#### What is being asked
Report how many lines in the records below contain the word "street". Give only the number.

#### Records for the task
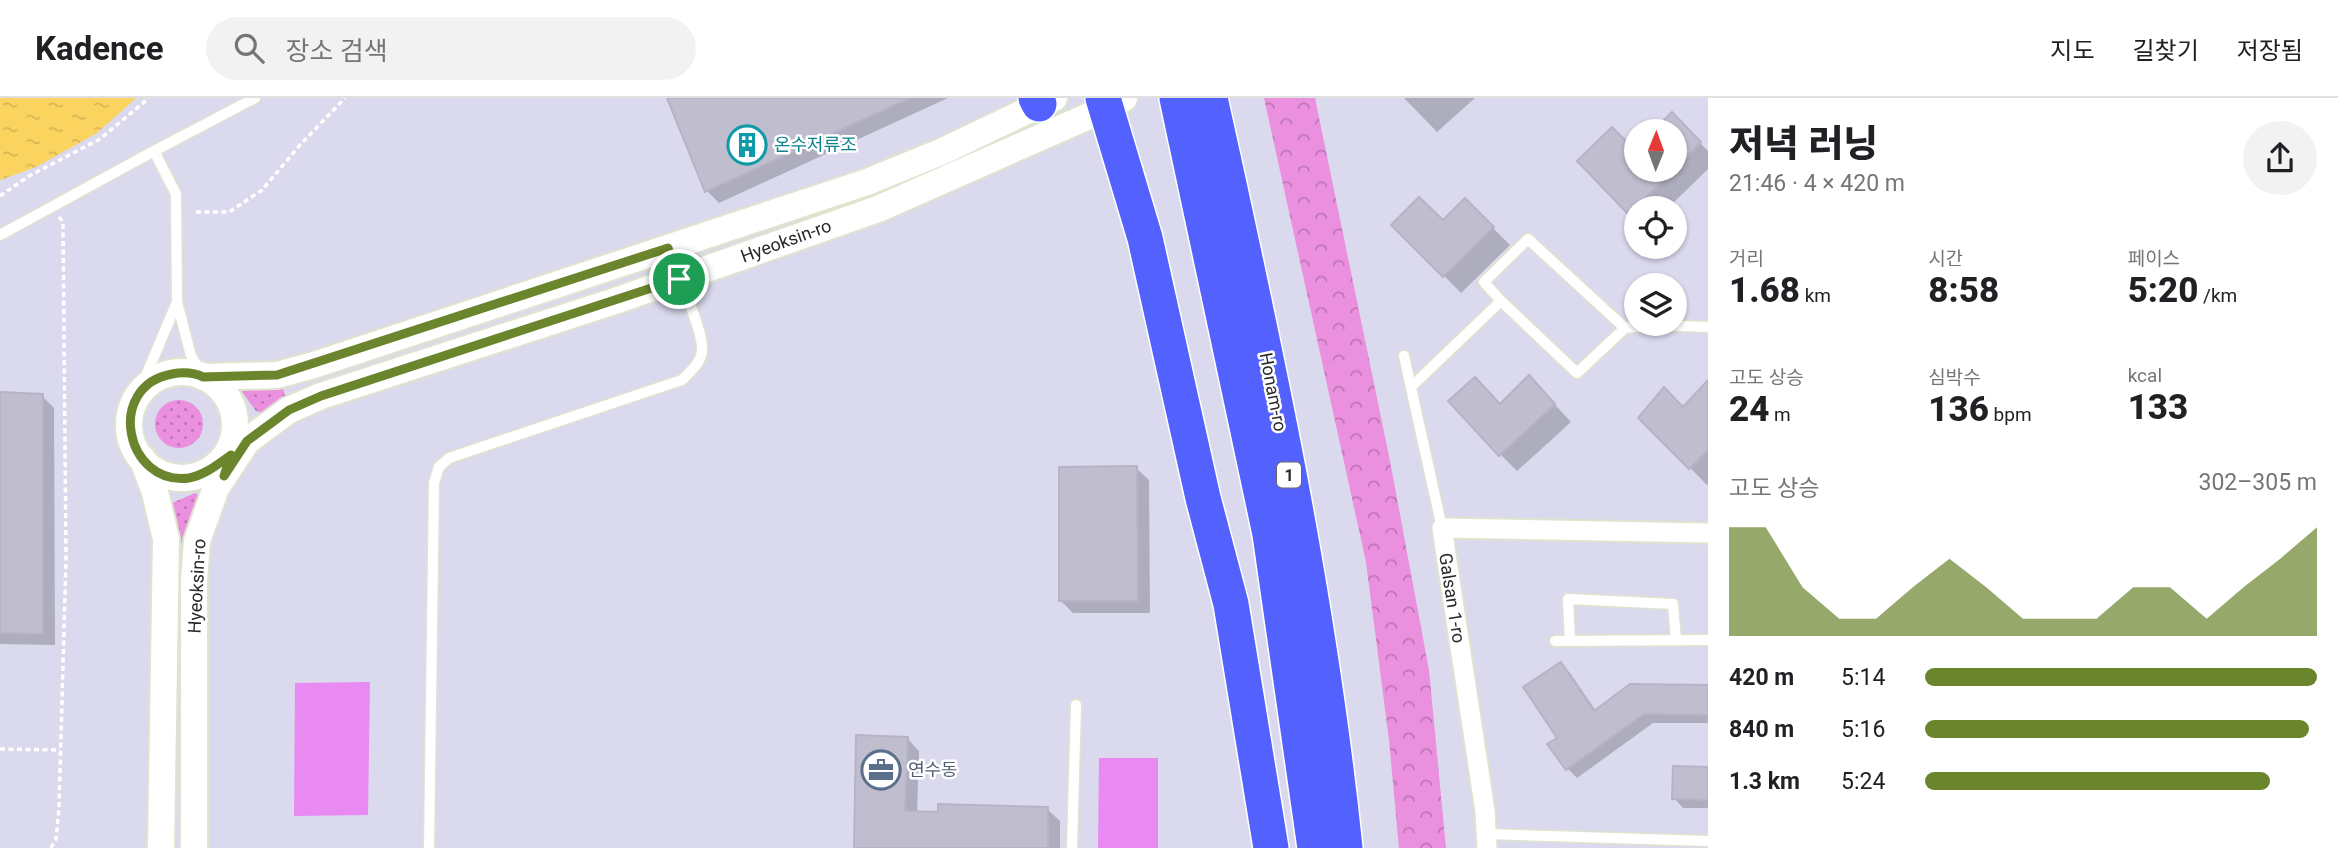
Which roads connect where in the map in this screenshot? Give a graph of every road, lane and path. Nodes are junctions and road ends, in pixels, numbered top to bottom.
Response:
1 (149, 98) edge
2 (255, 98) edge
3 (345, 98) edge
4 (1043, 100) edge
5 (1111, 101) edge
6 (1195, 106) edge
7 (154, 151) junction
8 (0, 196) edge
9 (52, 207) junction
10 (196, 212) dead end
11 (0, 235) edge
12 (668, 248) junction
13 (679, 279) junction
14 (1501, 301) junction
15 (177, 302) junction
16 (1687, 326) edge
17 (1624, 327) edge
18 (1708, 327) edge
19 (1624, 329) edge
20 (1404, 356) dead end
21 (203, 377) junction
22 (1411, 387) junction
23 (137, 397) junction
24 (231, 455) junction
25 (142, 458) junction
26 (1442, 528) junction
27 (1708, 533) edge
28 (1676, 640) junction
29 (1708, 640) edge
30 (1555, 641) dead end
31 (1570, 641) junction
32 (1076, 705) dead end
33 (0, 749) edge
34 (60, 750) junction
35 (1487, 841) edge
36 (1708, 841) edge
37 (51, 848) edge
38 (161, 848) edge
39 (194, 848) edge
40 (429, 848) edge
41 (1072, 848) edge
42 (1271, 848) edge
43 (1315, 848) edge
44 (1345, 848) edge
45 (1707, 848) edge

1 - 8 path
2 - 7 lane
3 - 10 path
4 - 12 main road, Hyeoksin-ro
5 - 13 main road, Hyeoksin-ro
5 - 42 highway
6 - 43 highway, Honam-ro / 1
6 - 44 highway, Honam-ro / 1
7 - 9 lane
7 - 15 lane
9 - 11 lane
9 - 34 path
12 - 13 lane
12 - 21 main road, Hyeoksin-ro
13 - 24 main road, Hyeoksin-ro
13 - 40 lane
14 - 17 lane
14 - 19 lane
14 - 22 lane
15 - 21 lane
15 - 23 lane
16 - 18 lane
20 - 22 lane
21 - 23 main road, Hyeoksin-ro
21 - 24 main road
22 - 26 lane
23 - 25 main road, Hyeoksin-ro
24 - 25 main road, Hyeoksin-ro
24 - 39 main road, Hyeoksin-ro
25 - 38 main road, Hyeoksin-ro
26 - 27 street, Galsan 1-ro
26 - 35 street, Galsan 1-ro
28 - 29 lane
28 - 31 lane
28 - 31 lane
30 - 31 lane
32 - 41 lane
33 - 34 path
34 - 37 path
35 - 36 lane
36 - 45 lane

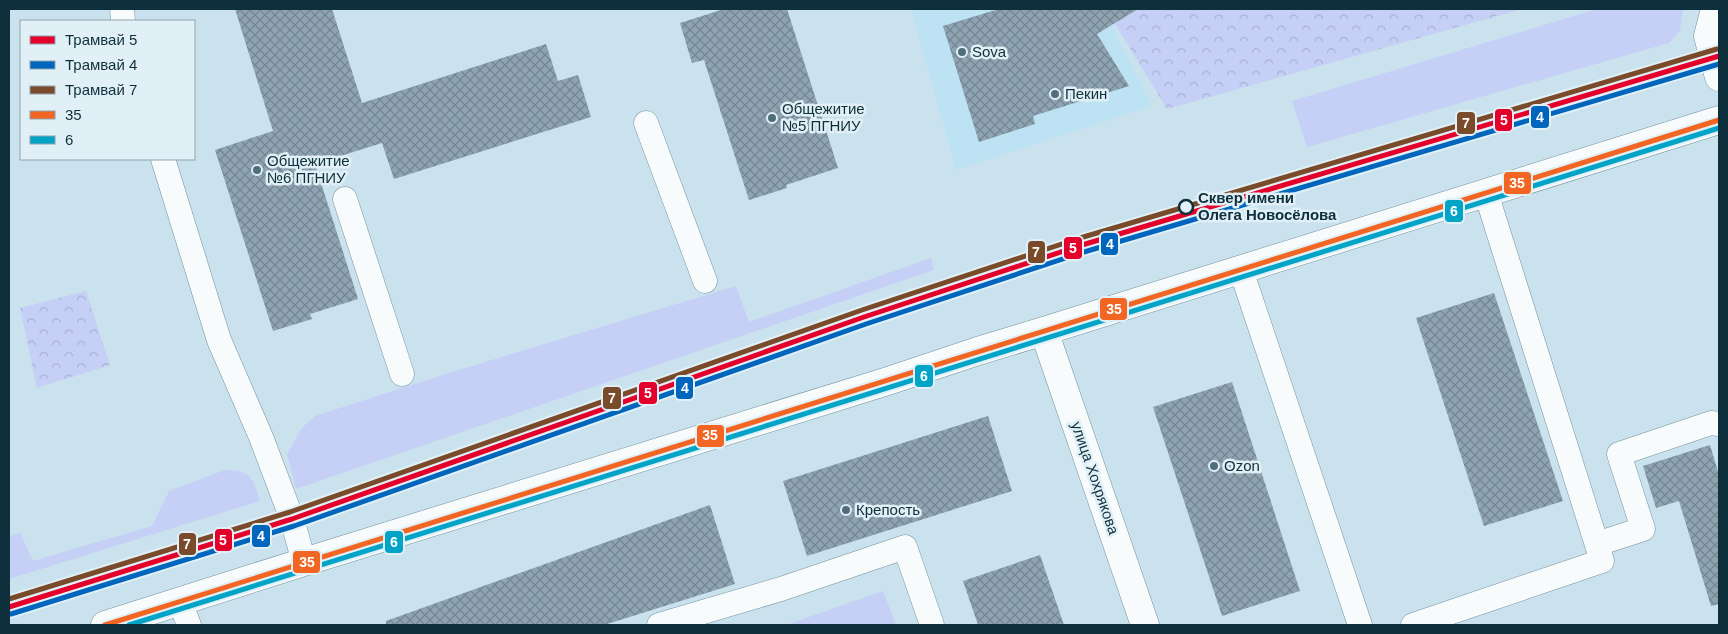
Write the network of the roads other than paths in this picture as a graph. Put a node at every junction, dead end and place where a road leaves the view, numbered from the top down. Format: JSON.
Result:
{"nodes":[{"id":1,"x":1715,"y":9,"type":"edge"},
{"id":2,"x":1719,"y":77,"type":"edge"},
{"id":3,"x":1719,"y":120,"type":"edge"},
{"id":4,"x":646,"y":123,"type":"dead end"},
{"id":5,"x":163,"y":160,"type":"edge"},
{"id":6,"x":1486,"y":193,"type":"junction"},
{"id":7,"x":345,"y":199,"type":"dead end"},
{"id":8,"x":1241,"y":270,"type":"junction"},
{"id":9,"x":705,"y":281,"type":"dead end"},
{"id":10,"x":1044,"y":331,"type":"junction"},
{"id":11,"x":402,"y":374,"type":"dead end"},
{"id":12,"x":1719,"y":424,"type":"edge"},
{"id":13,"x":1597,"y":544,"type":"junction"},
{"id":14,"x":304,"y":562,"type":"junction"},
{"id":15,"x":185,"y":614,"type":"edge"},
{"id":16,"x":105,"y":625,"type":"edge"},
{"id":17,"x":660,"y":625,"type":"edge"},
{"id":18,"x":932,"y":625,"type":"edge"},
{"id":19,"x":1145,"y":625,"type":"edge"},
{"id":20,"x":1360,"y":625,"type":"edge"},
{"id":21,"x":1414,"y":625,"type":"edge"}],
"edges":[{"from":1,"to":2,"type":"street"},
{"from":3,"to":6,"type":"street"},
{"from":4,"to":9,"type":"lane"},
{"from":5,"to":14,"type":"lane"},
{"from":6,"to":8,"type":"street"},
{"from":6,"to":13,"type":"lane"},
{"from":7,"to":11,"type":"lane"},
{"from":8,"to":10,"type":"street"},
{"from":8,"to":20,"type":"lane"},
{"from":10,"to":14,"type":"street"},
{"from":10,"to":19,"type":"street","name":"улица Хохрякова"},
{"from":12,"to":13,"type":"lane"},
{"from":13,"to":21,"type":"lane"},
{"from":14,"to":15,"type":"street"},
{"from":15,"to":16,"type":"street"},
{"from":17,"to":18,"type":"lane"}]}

#### Output of the exercise
10